Yom Kippur has been very significant in my road to recovery. In Steps 1 through 3, I turned my will over to God and asked Him to accept me as I am and help to rebuild my personality. I slowly made a soul-searching inventory when I reached Step 4, confessed them to God and another person in Step 5 and worked my way into Steps 6 and 7, where I did exactly what one would do on Yom Kippur — acceptance and forgiveness. Then I was finally ready to make my amends. I made a list of all the people I’d hurt in Step 8 and asked them all to forgive me in Step 9. Finally, I was clean. Finally, I’ve reached my own personal Yom Kippur.
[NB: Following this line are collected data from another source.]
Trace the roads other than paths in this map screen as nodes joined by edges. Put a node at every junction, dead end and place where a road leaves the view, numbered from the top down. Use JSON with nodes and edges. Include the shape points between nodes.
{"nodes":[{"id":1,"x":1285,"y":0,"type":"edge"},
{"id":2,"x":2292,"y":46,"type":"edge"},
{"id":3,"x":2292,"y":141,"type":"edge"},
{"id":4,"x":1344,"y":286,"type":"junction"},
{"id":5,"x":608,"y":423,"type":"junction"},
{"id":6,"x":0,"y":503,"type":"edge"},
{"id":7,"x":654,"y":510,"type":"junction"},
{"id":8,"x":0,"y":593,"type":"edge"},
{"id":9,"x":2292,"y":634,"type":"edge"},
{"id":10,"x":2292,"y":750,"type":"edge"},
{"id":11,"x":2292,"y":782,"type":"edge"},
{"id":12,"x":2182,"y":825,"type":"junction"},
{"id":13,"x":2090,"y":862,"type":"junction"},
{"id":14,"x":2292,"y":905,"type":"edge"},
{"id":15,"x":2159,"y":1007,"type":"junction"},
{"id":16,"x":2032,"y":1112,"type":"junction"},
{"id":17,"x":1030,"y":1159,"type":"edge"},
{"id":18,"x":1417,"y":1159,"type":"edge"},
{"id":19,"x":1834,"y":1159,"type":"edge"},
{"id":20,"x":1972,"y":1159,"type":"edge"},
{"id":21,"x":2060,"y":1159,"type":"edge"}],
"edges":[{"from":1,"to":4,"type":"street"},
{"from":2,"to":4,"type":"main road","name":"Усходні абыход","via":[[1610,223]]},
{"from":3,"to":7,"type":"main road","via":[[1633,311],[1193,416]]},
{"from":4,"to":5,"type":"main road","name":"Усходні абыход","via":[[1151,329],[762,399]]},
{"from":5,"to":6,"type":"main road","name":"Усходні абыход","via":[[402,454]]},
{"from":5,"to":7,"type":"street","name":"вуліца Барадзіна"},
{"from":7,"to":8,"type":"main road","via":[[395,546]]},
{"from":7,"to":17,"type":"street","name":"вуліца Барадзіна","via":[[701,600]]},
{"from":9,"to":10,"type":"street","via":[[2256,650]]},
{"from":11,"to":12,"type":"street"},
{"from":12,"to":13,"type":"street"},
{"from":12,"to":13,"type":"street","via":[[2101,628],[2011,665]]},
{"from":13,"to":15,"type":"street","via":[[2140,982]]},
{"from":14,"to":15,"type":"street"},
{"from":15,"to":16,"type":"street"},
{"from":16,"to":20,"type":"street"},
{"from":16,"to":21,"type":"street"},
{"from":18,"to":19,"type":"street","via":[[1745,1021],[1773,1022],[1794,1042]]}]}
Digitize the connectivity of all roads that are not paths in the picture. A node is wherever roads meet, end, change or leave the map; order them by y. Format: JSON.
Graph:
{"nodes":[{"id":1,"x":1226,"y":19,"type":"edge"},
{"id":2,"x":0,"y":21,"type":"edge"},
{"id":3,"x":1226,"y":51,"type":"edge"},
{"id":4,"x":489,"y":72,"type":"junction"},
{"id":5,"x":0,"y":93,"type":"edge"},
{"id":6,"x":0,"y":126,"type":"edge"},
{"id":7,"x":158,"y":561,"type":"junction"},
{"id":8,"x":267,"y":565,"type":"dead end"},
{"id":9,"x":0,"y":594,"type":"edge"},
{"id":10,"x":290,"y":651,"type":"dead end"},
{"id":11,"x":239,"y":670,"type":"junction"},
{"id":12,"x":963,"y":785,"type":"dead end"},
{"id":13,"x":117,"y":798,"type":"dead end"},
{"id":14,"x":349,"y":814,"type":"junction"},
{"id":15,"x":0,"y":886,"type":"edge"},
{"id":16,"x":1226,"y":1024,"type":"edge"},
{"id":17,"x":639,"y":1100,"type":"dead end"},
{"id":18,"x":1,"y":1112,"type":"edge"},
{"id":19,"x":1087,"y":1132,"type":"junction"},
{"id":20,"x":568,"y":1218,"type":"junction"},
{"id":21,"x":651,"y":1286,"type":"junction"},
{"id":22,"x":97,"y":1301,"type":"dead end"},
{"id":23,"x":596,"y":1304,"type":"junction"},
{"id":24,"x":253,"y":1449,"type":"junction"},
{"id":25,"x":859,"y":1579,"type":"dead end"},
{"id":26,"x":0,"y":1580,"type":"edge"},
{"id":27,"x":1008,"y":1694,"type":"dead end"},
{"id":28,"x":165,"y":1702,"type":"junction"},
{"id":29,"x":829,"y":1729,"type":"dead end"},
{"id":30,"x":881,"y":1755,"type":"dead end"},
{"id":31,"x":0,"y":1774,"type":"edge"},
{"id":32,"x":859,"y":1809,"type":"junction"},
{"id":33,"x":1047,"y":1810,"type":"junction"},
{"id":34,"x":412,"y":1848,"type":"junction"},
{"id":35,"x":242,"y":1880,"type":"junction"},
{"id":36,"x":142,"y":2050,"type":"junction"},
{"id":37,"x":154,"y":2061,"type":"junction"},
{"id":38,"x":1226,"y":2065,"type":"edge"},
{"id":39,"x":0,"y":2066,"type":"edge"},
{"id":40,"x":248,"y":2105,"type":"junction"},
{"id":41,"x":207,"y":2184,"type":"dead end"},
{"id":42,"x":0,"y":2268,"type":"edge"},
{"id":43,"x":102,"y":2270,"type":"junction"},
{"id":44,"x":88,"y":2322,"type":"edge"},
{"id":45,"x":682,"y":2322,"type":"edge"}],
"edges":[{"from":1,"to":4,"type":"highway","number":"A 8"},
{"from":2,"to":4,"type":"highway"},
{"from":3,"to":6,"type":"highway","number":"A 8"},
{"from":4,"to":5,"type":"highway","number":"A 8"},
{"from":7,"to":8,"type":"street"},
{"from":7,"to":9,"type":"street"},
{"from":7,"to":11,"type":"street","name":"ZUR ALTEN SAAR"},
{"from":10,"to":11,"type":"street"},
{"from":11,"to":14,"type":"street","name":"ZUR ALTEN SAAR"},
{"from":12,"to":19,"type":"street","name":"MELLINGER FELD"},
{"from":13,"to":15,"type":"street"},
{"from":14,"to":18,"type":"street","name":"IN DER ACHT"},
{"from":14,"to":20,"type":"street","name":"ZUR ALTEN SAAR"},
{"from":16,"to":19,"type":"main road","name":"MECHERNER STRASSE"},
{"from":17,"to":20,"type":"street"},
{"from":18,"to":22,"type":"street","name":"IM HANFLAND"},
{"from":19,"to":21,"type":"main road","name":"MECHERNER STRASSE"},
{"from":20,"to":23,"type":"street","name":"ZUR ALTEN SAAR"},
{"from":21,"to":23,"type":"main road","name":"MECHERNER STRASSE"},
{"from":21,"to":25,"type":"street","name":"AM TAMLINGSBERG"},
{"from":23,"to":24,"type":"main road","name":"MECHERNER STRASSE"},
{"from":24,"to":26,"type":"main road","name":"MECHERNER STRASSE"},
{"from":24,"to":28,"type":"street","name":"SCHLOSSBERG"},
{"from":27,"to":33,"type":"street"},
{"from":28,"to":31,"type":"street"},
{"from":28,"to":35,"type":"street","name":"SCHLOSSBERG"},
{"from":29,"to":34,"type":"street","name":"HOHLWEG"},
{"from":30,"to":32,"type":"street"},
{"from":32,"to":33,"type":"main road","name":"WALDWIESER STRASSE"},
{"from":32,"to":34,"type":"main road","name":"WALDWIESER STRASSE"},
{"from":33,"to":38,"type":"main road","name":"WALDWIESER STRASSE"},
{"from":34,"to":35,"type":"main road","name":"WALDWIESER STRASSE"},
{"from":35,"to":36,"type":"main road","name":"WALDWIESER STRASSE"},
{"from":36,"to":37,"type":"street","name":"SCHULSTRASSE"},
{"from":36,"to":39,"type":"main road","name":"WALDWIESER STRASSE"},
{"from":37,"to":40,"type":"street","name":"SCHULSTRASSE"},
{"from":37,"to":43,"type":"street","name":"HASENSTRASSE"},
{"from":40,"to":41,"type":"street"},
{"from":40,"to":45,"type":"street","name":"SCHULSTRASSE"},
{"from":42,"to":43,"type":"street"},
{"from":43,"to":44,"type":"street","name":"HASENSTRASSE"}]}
One of the biggest traditions of Yom Kippur is to wear white, the colour of purity, and go to a natural source of water and dip your feet in it. The purpose of doing so is to “let go” of all the sins and be pure and ready to accept the New Year with all of its blessings and fresh beginnings.

On this Yom Kippur, I will be reminded of my past sins, those during my addiction and those of my recovery. I will yet again turn my will to Him and pray and ask for another clean year in recovery and another chance of life. I will dip my feet into the pure water and ask to let go of my sins from the past year and pray for a fresh start for the year to come.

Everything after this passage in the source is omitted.